Waverly Town Hall is one of the few remaining from neighborhoods that were annexed into the city.

Imagining Greenmount Avenue as something other than a bustling urban corridor can be difficult. But at one time Waverly was a sleepy Victorian village that wealthy Baltimoreans would visit to escape the stifling heat of the inner city.

Most remnants of the original village have been knocked down, paved over or destroyed in one way or another. But there are pieces of it still intact. One of those pieces is the Waverly Town Hall at the corner of Greenmount Avenue and 31st Street.

And now the structure, which was built in 1873, is one step closer to being named a Baltimore landmark.

“Town halls in Baltimore are very, very rare,” said Eric Holcomb, a staff member for the Baltimore City Commission for Historical and Architectural Preservation. 

The Baltimore Planning Commission voted in favor of adding the building to the landmark list during a hearing Thursday. Mayor Stephanie Rawlings-Blake and the City Council must now approve legislation adding the structure to the list before it’s officially granted landmark status.

Once a building is granted landmark status, any modifications to its exterior must meet guidelines established by the city’s Commission for Historical and Architectural Preservation.  

Despite the overwhelming support of surrounding community groups and elected officials for adding the structure to the landmark list, some members of the commission questioned granting the status to the building.

Commissioners Victor Bonaparte and Darlene Kennedy questioned the purpose of naming the building a landmark because much of the historic details on its exterior have been removed.

They also said they were concerned because the building’s owner, Domingo Kim, who also owns the Stadium Lounge, wasn’t present at the hearing.

“It bothers me that a community wants to do this without the support of the person that owns the building,” Kennedy said.

However, Kim did attend the Commission for Historical and Architectural Preservation’s April hearing on adding the property to the landmark list and did not object. 

Despite some objections from commissioners, the commission voted overwhelmingly to approve naming the building a landmark.
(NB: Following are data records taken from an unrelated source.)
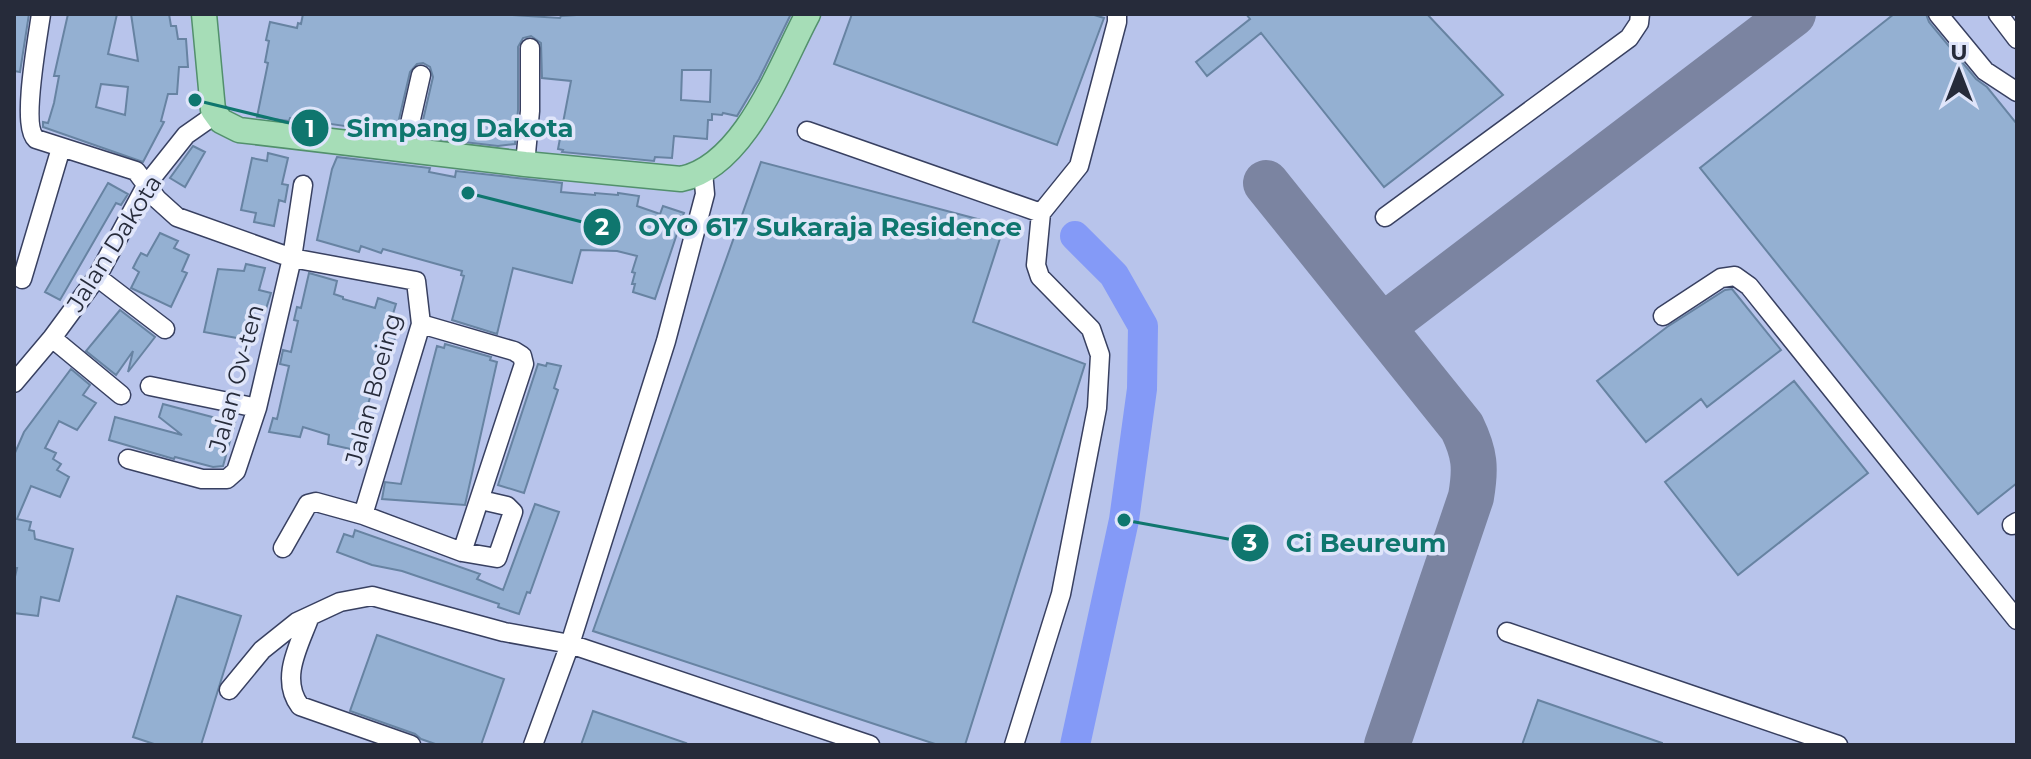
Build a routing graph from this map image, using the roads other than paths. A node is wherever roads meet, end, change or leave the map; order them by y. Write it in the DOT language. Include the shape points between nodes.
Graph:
graph roads {
  1 [pos="41,14"];
  2 [pos="204,14"];
  3 [pos="808,14"];
  4 [pos="1117,14"];
  5 [pos="1640,14"];
  6 [pos="1938,14"];
  7 [pos="1998,14"];
  8 [pos="2017,39"];
  9 [pos="530,48"];
  10 [pos="23,75"];
  11 [pos="421,75"];
  12 [pos="2016,94"];
  13 [pos="216,114"];
  14 [pos="807,131"];
  15 [pos="61,148"];
  16 [pos="404,150"];
  17 [pos="525,164"];
  18 [pos="703,172"];
  19 [pos="147,184"];
  20 [pos="303,185"];
  21 [pos="1041,213"];
  22 [pos="1385,217"];
  23 [pos="292,258"];
  24 [pos="97,277"];
  25 [pos="22,279"];
  26 [pos="1663,316"];
  27 [pos="421,324"];
  28 [pos="165,329"];
  29 [pos="52,338"];
  30 [pos="14,383"];
  31 [pos="150,386"];
  32 [pos="121,395"];
  33 [pos="257,408"];
  34 [pos="128,459"];
  35 [pos="481,500"];
  36 [pos="363,515"];
  37 [pos="283,548"];
  38 [pos="462,552"];
  39 [pos="310,616"];
  40 [pos="2017,620"];
  41 [pos="1507,632"];
  42 [pos="570,644"];
  43 [pos="229,690"];
  44 [pos="411,745"];
  45 [pos="533,745"];
  46 [pos="870,745"];
  47 [pos="1014,745"];
  48 [pos="1838,745"];
  1 -- 10 [label="street"];
  2 -- 13 [label="main road"];
  3 -- 18 [label="main road" via="749,126"];
  4 -- 21 [label="street" via="1079,166"];
  5 -- 22 [label="street" via="1629,38"];
  6 -- 12 [label="street" via="1985,71"];
  7 -- 8 [label="street"];
  9 -- 17 [label="street"];
  10 -- 15 [label="street, Jalan Boeing" via="31,134"];
  11 -- 16 [label="street"];
  13 -- 16 [label="main road" via="239,130"];
  13 -- 19 [label="street, Jalan Dakota" via="186,135"];
  14 -- 21 [label="street"];
  15 -- 19 [label="street, Jalan Boeing" via="132,169"];
  15 -- 25 [label="street"];
  16 -- 17 [label="main road"];
  17 -- 18 [label="main road" via="669,178"];
  18 -- 42 [label="street" via="705,194 666,341"];
  19 -- 23 [label="street, Jalan Boeing" via="177,217"];
  19 -- 24 [label="street, Jalan Dakota"];
  20 -- 23 [label="street, Jalan Ov-ten"];
  21 -- 47 [label="street" via="1036,265 1040,277 1091,329 1100,355 1097,408 1061,594"];
  23 -- 27 [label="street, Jalan Boeing" via="416,281"];
  23 -- 33 [label="street, Jalan Ov-ten"];
  24 -- 28 [label="street"];
  24 -- 29 [label="street, Jalan Dakota"];
  26 -- 40 [label="street" via="1721,278 1735,276 1749,286"];
  27 -- 35 [label="street" via="522,356 524,364"];
  27 -- 36 [label="street, Jalan Boeing"];
  29 -- 30 [label="street, Jalan Dakota"];
  29 -- 32 [label="street"];
  31 -- 33 [label="street"];
  33 -- 34 [label="street, Jalan Ov-ten" via="236,471 227,479 202,479"];
  35 -- 38 [label="street"];
  35 -- 38 [label="street" via="513,512 500,554 491,559"];
  36 -- 37 [label="street" via="308,504"];
  36 -- 38 [label="street"];
  39 -- 42 [label="street" via="340,602 372,596"];
  39 -- 43 [label="street" via="262,650"];
  39 -- 44 [label="street" via="290,676 291,694 300,706"];
  41 -- 48 [label="street"];
  42 -- 45 [label="street"];
  42 -- 46 [label="street"];
}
Joe Stewart, a Waverly resident who has led the movement, said it's reassuring the city is standing with the community.

"Greenmount Avenue's Waverly commercial corridor was never fairly compensated for the loss of thousands of fans spending millions of dollars here before and after every game at Memorial Stadium," Stewart wrote in an e-mail.  "We will find partners in the private and public sectors who have the wherewithal and willingness to invest in our village and use historic tax credits the way they are meant to be used."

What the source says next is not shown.